The recommended lingual archwires for partial canine and en masse retraction of the six anterior teeth are 0.016-in. SS and 0.016 × 0.022-in. SS in the mandibular arch, whereas stiffer wires are recommended for the maxillary arch, specifically 0.017 × 0.025 SS and 0.0175 × 0.0175 TMA, which should enable better control of maxillary incisor torque [19, 20, 21].
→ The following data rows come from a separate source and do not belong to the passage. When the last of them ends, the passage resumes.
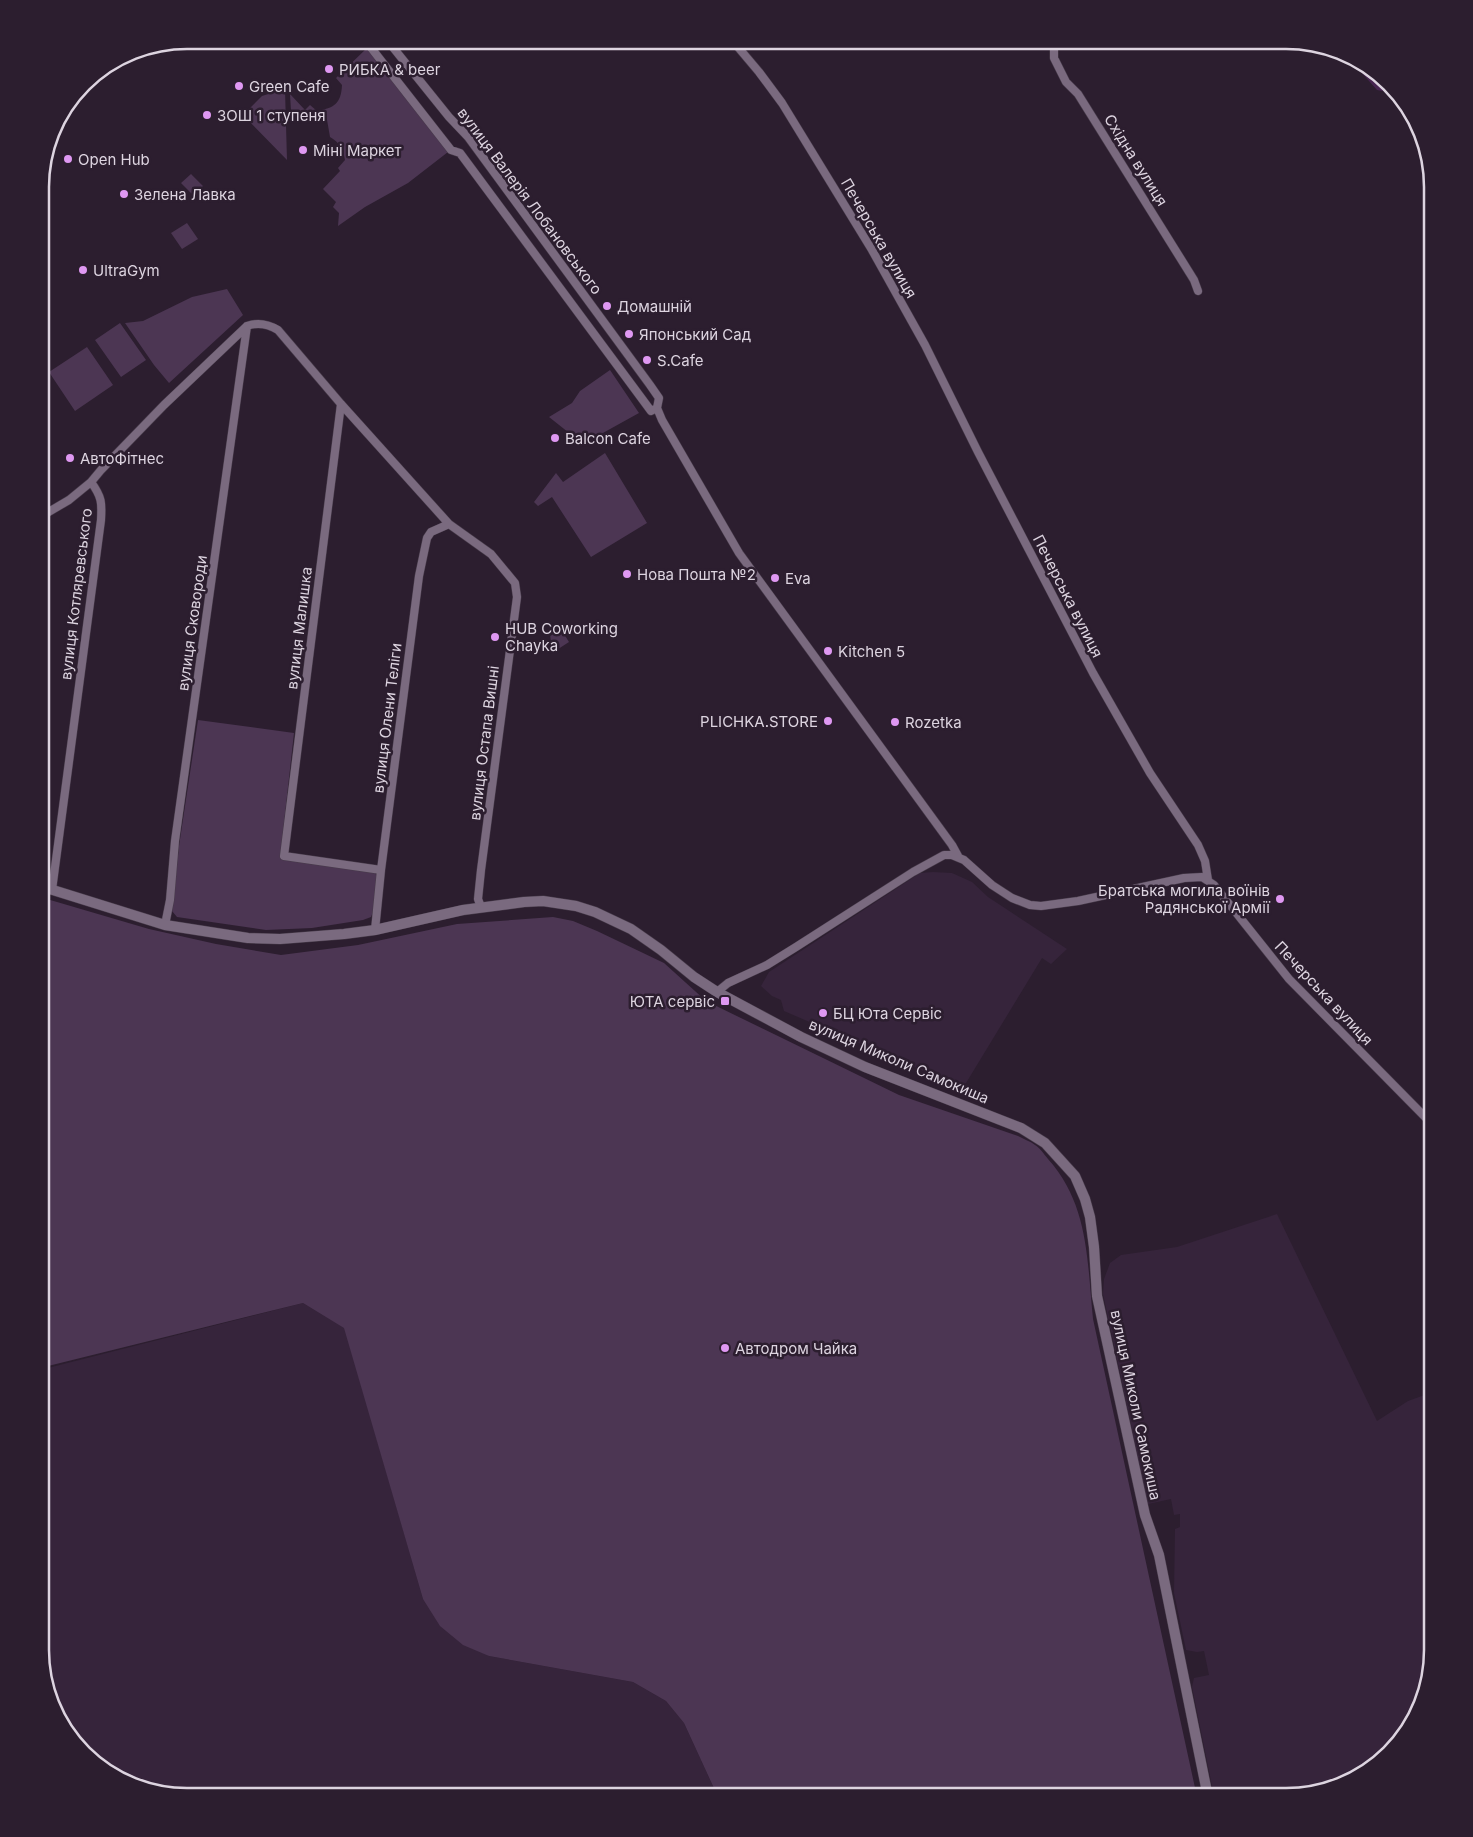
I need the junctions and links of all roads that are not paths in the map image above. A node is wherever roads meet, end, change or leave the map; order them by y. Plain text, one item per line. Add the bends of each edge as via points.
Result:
1 (372, 49) edge
2 (394, 49) edge
3 (740, 49) edge
4 (1053, 49) edge
5 (1198, 291) dead end
6 (247, 326) junction
7 (341, 404) junction
8 (657, 408) junction
9 (92, 482) junction
10 (49, 512) edge
11 (449, 524) junction
12 (958, 856) junction
13 (381, 870) junction
14 (1208, 880) junction
15 (49, 889) edge
16 (52, 890) junction
17 (481, 907) junction
18 (165, 925) junction
19 (375, 930) junction
20 (717, 992) junction
21 (1424, 1116) edge
22 (1206, 1788) edge

1 - 8 street, вулиця Валерія Лобановського via 451,150 460,153 652,411
2 - 8 street, вулиця Валерія Лобановського via 468,137 650,385 659,398
3 - 14 street, Печерська вулиця via 782,103 872,250 925,345 1093,673 1150,773 1198,845
4 - 5 street, Східна вулиця via 1054,58 1066,82 1078,94 1109,143
6 - 7 street via 254,323 270,325 278,330
6 - 9 street via 164,405
6 - 18 street, вулиця Сковороди
7 - 11 street
7 - 13 street, вулиця Малишка via 284,856
8 - 12 street, вулиця Валерія Лобановського via 739,553
9 - 10 street
9 - 16 street, вулиця Котляревського via 100,494 101,520
11 - 13 street, вулиця Олени Теліги via 431,532 424,546
11 - 17 street, вулиця Остапа Вишні via 491,554 516,583 517,597 481,870 478,899
12 - 14 street, вулиця Валерія Лобановського via 1003,893 1021,902 1041,906 1078,902 1184,878
12 - 20 street via 944,855 929,863 796,947
13 - 19 street, вулиця Олени Теліги
14 - 21 street, Печерська вулиця via 1289,979
15 - 16 street, вулиця Миколи Самокиша
16 - 18 street, вулиця Миколи Самокиша
17 - 19 street, вулиця Миколи Самокиша
17 - 20 street, вулиця Миколи Самокиша via 543,901 595,912 631,929
18 - 19 street, вулиця Миколи Самокиша via 256,938 311,937
20 - 22 street, вулиця Миколи Самокиша via 842,1057 1021,1128 1045,1144 1075,1176 1090,1217 1098,1302 1145,1515 1159,1555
In this respect, according to our measurements, all straight wire samples were stiffer than their mushroom counterparts. Although we acknowledge the limitations of conducting an in vitro rather than in vivo study, we also show that the difference in stiffness between the two archwire shapes is particularly relevant in the maxilla, where there is a greater difference in their lengths (about 11.5 %). Indeed, the forces exerted by the UMWs was far lower than that measured for the corresponding USWs, whereas the relative forces exerted by the LMWs and the corresponding LSWs were more similar, and statistically significant differences were not seen in all cases. This could be an advantage in the lower arch with some kinds of archwires, but not all. Indeed, the TMA samples were deflected to a far greater extent than the stainless steel samples, in accordance with the literature, which states that the modulus of elasticity (E) of TMA is about 30 % with respect to that of stainless steel, and TMA wires therefore exert lower forces at the same amount of deflection [12, 13, 22].
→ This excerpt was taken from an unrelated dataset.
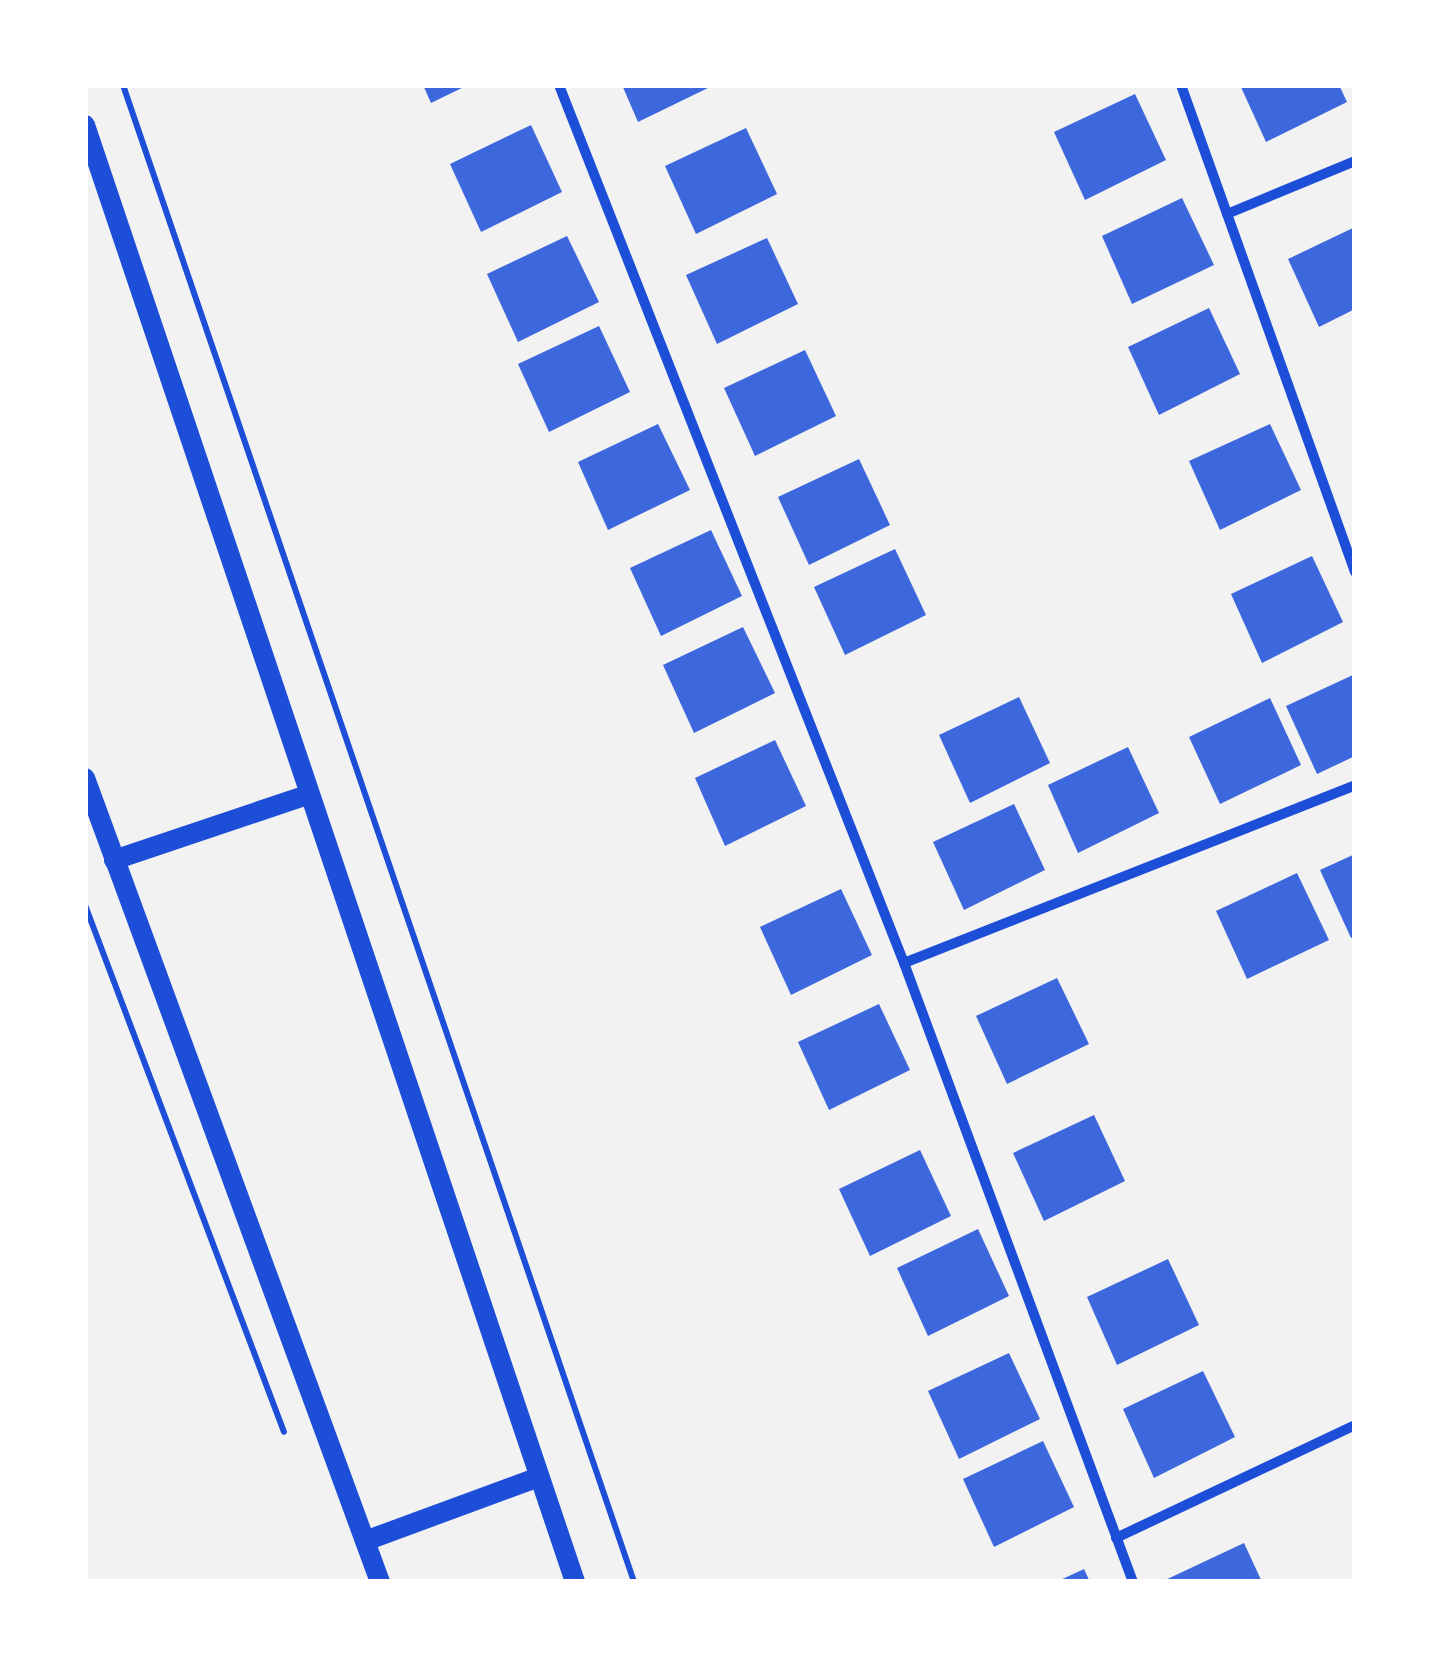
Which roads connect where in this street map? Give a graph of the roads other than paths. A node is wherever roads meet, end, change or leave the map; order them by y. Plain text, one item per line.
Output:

The literature also states that the force released by an archwire increases proportionally with its diameter but decreased proportionally with its length. Hence, the stiffness of an archwire depends on both its modulus of elasticity (E), i.e. the alloy, and geometric factors, its second moment of inertia (I). For archwires with a rectangular cross section, I is h3w/12, whereas for those with a round cross section, it is Πr
4/64 [11, 12, 22, 23].
In a maximum anchorage case, when sliding mechanics are used, better anchorage control in the posterior segment can be achieved with a stiffer wire. To this end, it is interesting to note how a straight 0.016 × 0.016-in. SS for the upper arch provides 35 % more stiffness with respect to a mushroom wire. When 0.018 × 0.018-in. SS SWs and UMWs were compared, this difference in stiffness rose to 60 %. As regards the type of alloy, we confirm the findings that TMA wires are not rigid enough to counteract the elastic forces exerted by power chains and should therefore be reserved for non-frictional space closure rather than sliding mechanics. Moreover, microscopic analysis of TMA wires has revealed a very rough surface with the worst coefficient of friction of any of the orthodontic archwires, in which also makes them unsuitable for use in frictional extractive space closure [22]. As a stiff wire provides greater control of the system, minimising vertical and transversal bowing and the other unwanted effects mentioned above [6, 7], it follows that the straight wire would seem to be preferable to the mushroom wire in this respect, particularly in maxillary arch. Incidentally, mushroom wires are also plagued by the difficult management of bending in the non-friction extractive space closure due to the small inter-bracket distances and the greater tendency of adult patients to experience irritation of the soft tissues provoked by loops [24, 25]. Concerning the archwire cross section, it is preferable to choose an archwire with a cross-sectional area enough large to guarantee the stability of the system, but not so large as to increase friction at the wire/bracket interface.